Collected data entries:
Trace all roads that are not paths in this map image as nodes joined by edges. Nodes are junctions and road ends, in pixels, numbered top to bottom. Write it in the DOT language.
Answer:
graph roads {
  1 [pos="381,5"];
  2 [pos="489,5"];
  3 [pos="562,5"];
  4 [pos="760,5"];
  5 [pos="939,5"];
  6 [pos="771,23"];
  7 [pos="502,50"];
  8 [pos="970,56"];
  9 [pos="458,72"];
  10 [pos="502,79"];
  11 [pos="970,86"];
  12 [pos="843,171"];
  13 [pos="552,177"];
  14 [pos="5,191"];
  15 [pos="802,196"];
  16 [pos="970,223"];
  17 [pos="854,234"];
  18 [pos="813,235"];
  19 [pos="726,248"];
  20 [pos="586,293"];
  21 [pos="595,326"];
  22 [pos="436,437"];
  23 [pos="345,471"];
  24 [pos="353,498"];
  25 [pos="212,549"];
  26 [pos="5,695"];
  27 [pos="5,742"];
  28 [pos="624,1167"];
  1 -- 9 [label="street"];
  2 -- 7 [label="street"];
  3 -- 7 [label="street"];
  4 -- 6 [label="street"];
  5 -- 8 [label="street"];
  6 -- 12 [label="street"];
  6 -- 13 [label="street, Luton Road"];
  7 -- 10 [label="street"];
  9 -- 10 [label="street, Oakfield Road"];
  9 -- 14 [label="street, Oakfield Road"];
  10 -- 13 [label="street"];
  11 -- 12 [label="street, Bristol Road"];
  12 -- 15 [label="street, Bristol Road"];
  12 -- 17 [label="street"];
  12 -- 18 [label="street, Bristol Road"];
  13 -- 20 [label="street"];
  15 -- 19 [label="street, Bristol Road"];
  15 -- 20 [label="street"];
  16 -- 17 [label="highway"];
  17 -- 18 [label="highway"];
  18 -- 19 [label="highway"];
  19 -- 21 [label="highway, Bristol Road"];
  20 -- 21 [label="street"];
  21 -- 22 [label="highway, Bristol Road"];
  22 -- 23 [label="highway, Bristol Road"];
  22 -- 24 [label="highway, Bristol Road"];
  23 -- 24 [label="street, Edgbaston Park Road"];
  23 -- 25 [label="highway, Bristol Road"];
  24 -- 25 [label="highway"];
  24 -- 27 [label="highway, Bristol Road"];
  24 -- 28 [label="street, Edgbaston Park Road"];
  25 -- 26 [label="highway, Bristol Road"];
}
--
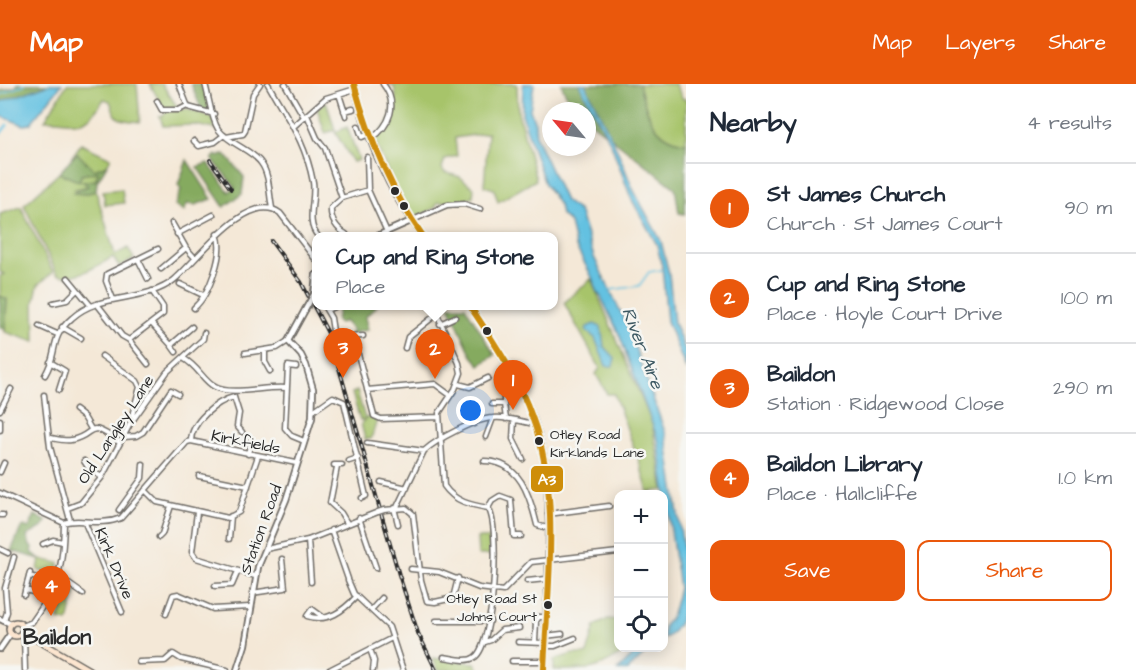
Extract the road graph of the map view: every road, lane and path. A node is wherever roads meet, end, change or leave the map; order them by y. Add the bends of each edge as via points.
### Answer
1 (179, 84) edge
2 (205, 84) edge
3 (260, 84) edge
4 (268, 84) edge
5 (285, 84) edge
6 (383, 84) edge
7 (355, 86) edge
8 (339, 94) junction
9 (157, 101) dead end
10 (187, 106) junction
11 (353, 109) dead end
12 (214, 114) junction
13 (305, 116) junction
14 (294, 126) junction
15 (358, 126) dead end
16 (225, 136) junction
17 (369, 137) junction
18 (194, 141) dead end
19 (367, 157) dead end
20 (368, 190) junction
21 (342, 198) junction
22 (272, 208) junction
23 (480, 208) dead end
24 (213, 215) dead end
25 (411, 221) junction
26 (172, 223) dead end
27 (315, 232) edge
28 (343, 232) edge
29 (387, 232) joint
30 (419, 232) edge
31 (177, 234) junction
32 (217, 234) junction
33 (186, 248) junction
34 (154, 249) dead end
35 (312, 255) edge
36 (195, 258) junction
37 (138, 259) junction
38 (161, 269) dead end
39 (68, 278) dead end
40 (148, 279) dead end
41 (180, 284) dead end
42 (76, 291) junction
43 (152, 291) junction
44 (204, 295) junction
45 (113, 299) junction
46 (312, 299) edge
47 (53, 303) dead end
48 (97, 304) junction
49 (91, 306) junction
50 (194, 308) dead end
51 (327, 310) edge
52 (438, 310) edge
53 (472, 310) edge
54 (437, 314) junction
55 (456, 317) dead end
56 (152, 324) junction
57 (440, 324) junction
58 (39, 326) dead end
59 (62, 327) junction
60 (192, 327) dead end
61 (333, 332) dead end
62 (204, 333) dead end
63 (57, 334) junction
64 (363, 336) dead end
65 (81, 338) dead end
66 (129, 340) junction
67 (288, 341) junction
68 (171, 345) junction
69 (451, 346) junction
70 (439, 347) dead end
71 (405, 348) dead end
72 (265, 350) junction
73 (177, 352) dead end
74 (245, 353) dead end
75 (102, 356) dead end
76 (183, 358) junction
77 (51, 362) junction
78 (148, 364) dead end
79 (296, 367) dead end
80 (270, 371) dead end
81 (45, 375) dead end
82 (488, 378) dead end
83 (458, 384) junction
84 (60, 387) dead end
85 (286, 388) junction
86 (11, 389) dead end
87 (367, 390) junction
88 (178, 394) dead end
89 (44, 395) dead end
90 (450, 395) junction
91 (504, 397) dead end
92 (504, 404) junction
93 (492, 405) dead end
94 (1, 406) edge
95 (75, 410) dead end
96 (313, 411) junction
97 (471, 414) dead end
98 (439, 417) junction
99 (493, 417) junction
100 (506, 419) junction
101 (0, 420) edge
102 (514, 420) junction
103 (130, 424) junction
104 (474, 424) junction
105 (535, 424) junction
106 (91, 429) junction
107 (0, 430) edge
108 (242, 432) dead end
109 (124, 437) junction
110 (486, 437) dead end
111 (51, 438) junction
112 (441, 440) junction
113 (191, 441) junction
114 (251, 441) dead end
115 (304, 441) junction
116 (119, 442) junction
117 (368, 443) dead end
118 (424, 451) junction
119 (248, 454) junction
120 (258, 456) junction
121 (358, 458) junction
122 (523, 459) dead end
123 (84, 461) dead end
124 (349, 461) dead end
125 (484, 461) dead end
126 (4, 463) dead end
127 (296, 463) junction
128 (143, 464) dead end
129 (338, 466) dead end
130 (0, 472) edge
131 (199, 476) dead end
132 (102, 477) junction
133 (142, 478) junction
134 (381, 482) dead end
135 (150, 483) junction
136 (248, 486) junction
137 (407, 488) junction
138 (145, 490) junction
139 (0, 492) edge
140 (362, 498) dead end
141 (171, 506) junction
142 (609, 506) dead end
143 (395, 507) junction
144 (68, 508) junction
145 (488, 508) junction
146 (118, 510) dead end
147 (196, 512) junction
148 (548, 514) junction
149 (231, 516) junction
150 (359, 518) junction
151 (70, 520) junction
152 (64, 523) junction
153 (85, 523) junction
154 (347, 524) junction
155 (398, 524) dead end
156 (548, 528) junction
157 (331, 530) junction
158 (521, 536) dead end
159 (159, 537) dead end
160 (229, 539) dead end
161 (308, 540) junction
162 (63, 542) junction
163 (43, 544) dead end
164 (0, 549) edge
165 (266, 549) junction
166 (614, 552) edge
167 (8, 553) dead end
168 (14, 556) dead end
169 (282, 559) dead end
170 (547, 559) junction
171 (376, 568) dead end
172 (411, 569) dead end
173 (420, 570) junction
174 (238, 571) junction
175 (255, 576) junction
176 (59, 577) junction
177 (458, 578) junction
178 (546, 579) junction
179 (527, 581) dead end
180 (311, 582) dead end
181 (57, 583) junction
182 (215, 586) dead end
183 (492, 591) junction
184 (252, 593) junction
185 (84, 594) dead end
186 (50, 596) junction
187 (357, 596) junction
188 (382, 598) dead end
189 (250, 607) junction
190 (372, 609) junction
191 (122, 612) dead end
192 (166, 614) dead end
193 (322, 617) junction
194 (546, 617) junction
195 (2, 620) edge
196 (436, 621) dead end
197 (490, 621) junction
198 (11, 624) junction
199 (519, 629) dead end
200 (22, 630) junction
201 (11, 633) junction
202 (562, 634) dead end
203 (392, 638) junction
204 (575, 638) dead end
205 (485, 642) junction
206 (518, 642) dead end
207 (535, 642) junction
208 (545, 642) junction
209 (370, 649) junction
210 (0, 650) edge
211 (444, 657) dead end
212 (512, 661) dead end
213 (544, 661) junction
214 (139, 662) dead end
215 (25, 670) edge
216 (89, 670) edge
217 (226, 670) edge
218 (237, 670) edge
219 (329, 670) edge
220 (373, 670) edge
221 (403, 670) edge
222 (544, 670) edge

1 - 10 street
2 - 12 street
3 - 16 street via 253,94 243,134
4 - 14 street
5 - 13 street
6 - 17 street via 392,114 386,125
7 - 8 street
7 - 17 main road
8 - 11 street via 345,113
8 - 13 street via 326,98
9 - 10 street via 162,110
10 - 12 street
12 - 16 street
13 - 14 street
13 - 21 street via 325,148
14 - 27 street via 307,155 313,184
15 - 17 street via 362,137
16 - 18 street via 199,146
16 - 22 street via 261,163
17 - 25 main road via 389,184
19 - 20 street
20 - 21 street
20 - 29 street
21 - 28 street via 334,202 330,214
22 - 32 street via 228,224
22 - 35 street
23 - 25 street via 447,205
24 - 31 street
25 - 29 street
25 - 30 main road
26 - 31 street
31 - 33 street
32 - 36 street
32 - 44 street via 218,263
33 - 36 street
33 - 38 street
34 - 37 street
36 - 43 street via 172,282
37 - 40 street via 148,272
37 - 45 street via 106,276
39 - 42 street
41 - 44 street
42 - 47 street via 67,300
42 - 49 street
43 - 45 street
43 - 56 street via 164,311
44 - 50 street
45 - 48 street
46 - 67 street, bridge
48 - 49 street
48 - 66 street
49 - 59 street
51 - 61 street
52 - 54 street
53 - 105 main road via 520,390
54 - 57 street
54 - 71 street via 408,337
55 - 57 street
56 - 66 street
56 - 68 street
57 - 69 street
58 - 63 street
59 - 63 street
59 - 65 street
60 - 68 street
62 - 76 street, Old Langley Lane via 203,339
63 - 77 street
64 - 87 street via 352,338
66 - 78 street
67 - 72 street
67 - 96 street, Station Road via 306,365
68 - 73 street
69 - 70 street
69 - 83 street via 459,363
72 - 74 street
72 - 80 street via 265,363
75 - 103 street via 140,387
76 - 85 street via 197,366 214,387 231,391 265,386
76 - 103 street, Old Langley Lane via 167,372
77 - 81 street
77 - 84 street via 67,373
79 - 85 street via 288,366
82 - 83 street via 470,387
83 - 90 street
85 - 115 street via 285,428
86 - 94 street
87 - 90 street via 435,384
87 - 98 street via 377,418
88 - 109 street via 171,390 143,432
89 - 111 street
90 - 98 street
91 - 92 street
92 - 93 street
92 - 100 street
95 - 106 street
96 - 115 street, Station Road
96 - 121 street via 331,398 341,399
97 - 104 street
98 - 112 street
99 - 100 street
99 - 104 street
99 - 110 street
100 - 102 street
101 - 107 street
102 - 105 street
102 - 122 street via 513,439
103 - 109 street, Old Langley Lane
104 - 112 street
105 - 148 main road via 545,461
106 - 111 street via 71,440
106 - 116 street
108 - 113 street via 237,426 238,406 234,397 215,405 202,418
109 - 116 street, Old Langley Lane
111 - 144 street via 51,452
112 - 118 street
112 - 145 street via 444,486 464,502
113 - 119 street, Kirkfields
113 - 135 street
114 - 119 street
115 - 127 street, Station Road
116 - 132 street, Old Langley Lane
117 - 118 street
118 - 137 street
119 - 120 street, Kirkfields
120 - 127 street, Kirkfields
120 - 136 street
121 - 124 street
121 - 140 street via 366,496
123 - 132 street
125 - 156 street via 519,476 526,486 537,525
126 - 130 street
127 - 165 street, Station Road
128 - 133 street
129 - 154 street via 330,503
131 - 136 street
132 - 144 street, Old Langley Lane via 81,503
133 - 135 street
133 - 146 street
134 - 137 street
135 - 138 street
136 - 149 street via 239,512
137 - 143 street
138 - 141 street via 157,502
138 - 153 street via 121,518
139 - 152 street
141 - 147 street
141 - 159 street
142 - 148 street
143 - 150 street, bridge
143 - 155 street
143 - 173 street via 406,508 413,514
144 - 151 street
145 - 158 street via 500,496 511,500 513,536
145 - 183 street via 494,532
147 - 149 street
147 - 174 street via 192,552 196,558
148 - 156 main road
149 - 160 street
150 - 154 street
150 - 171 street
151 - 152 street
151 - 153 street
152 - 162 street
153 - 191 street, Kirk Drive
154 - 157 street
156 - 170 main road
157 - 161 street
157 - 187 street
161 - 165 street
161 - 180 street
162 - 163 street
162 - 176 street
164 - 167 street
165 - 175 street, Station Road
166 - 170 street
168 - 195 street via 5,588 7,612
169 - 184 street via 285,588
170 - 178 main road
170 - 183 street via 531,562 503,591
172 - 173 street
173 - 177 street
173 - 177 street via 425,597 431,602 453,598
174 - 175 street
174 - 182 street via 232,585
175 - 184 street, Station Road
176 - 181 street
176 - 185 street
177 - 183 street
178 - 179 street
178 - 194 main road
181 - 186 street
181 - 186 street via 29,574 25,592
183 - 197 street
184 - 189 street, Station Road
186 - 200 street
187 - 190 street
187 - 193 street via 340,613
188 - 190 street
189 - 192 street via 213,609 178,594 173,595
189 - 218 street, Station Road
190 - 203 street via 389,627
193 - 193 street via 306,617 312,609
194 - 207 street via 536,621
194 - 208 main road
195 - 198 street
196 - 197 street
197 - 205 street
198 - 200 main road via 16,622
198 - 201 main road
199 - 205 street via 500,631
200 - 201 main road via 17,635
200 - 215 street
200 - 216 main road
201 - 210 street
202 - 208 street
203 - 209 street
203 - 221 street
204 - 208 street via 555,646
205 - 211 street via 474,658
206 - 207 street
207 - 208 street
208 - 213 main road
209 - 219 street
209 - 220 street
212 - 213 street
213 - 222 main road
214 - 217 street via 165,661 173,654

WHAT YOU ARE ASKED TO DO:
Once the lines of the entries containing the word "bridge" have been counted, report the number alone.

SOLUTION TO THIS TASK:
2